O trilho "permite às pessoas conectarem-se com a floresta", diz Pedreira à AFP, ao lado de um penhasco que oferece uma vista de 180 graus das montanhas com densa cobertura vegetal e os monólitos de granito que dividem os bairros do Rio de Janeiro.

"Se você está sempre na floresta, vai valorizá-la mais", continua.

Atrativo turístico

Considerada pela ONG Fundo Mundial para a Natureza (WWF) o segundo ecossistema mais diverso do planeta, atrás apenas da Amazónia, a Mata Atlântica abriga milhares de plantas e espécies animais.

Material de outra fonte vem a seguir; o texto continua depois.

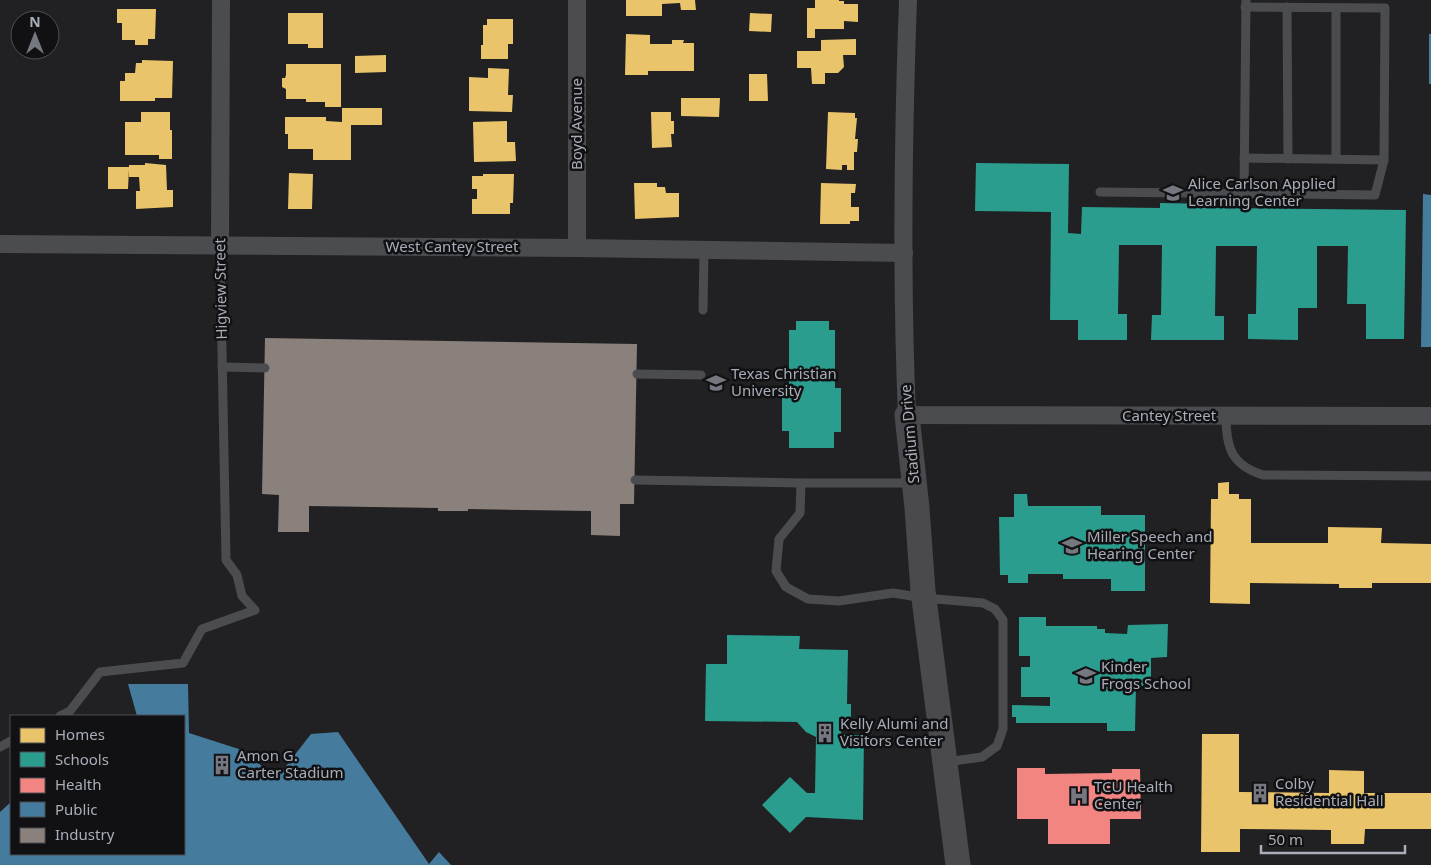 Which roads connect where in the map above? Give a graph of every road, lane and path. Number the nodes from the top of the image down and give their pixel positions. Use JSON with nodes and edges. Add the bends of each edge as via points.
{"nodes":[{"id":1,"x":221,"y":0,"type":"edge"},
{"id":2,"x":577,"y":0,"type":"edge"},
{"id":3,"x":908,"y":0,"type":"edge"},
{"id":4,"x":1246,"y":4,"type":"edge"},
{"id":5,"x":1287,"y":7,"type":"junction"},
{"id":6,"x":1336,"y":8,"type":"junction"},
{"id":7,"x":1244,"y":158,"type":"junction"},
{"id":8,"x":1288,"y":159,"type":"junction"},
{"id":9,"x":1336,"y":159,"type":"junction"},
{"id":10,"x":1384,"y":160,"type":"junction"},
{"id":11,"x":1100,"y":192,"type":"dead end"},
{"id":12,"x":1244,"y":194,"type":"junction"},
{"id":13,"x":0,"y":244,"type":"edge"},
{"id":14,"x":220,"y":245,"type":"junction"},
{"id":15,"x":576,"y":248,"type":"junction"},
{"id":16,"x":704,"y":250,"type":"junction"},
{"id":17,"x":904,"y":253,"type":"junction"},
{"id":18,"x":703,"y":310,"type":"dead end"},
{"id":19,"x":222,"y":367,"type":"junction"},
{"id":20,"x":265,"y":368,"type":"dead end"},
{"id":21,"x":636,"y":374,"type":"dead end"},
{"id":22,"x":701,"y":375,"type":"dead end"},
{"id":23,"x":907,"y":415,"type":"junction"},
{"id":24,"x":1226,"y":416,"type":"junction"},
{"id":25,"x":1431,"y":416,"type":"edge"},
{"id":26,"x":1431,"y":476,"type":"edge"},
{"id":27,"x":635,"y":480,"type":"dead end"},
{"id":28,"x":801,"y":483,"type":"junction"},
{"id":29,"x":914,"y":483,"type":"junction"},
{"id":30,"x":924,"y":598,"type":"junction"},
{"id":31,"x":62,"y":715,"type":"edge"},
{"id":32,"x":945,"y":762,"type":"junction"},
{"id":33,"x":958,"y":865,"type":"edge"}],
"edges":[{"from":1,"to":14,"type":"street","name":"Higview Street"},
{"from":2,"to":15,"type":"street","name":"Boyd Avenue"},
{"from":3,"to":17,"type":"street","name":"Stadium Drive"},
{"from":4,"to":5,"type":"lane"},
{"from":4,"to":7,"type":"lane"},
{"from":5,"to":6,"type":"lane"},
{"from":5,"to":8,"type":"lane"},
{"from":6,"to":9,"type":"lane"},
{"from":6,"to":10,"type":"lane","via":[[1385,8]]},
{"from":7,"to":8,"type":"lane"},
{"from":7,"to":12,"type":"lane"},
{"from":8,"to":9,"type":"lane"},
{"from":9,"to":10,"type":"lane"},
{"from":10,"to":12,"type":"lane","via":[[1375,195]]},
{"from":11,"to":12,"type":"lane"},
{"from":13,"to":14,"type":"street","name":"West Cantey Street"},
{"from":14,"to":15,"type":"street","name":"West Cantey Street"},
{"from":14,"to":19,"type":"lane","name":"Higview Street"},
{"from":15,"to":16,"type":"street","name":"West Cantey Street"},
{"from":16,"to":17,"type":"street","name":"West Cantey Street"},
{"from":16,"to":18,"type":"lane"},
{"from":17,"to":23,"type":"street","name":"Stadium Drive"},
{"from":19,"to":20,"type":"lane"},
{"from":19,"to":31,"type":"lane","name":"Higview Street","via":[[226,560],[237,575],[242,596],[255,610],[202,629],[183,663],[100,672],[70,711]]},
{"from":21,"to":22,"type":"lane"},
{"from":23,"to":24,"type":"street","name":"Cantey Street"},
{"from":23,"to":29,"type":"street","name":"Stadium Drive"},
{"from":24,"to":25,"type":"street","name":"Cantey Street"},
{"from":24,"to":26,"type":"lane","via":[[1230,451],[1250,471],[1263,475]]},
{"from":27,"to":28,"type":"lane"},
{"from":28,"to":29,"type":"lane"},
{"from":28,"to":30,"type":"lane","via":[[800,513],[779,539],[776,570],[786,587],[808,599],[838,601],[893,593]]},
{"from":29,"to":30,"type":"street","name":"Stadium Drive"},
{"from":30,"to":32,"type":"street","name":"Stadium Drive"},
{"from":30,"to":32,"type":"lane","via":[[982,603],[996,610],[1003,620],[1003,729],[997,746],[982,757]]},
{"from":32,"to":33,"type":"street","name":"Stadium Drive"}]}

Quando os portugueses chegaram ao Brasil, em 1500, a floresta cobria mais de 1,3 milhão de quilómetros quadrados do território, uma área correspondente a quase o dobro da França.

Desde então, no entanto, quase 90% da mata desapareceu, destruída ao longo dos séculos para abrir caminho para cultivos de café, cana-de-açúcar, criação de gado, ou cidades.

Embora a taxa de desmatamento tenha diminuído nos últimos anos, segundo a Fundação SOS Mata Atlântica, teme-se que a retórica antiambientalista do governo Bolsonaro reveja esta tendência.

O desmatamento da Amazónia - uma floresta tropical crucial para manter o aquecimento sob controlo - disparou 278% em julho em comparação com o mesmo mês do ano passado, segundo dados do Instituto Nacional de Pesquisas Espaciais (Inpe).

Este número segue-se ao aumento de 90% do desmatamento em junho em comparação com o mesmo mês no ano anterior.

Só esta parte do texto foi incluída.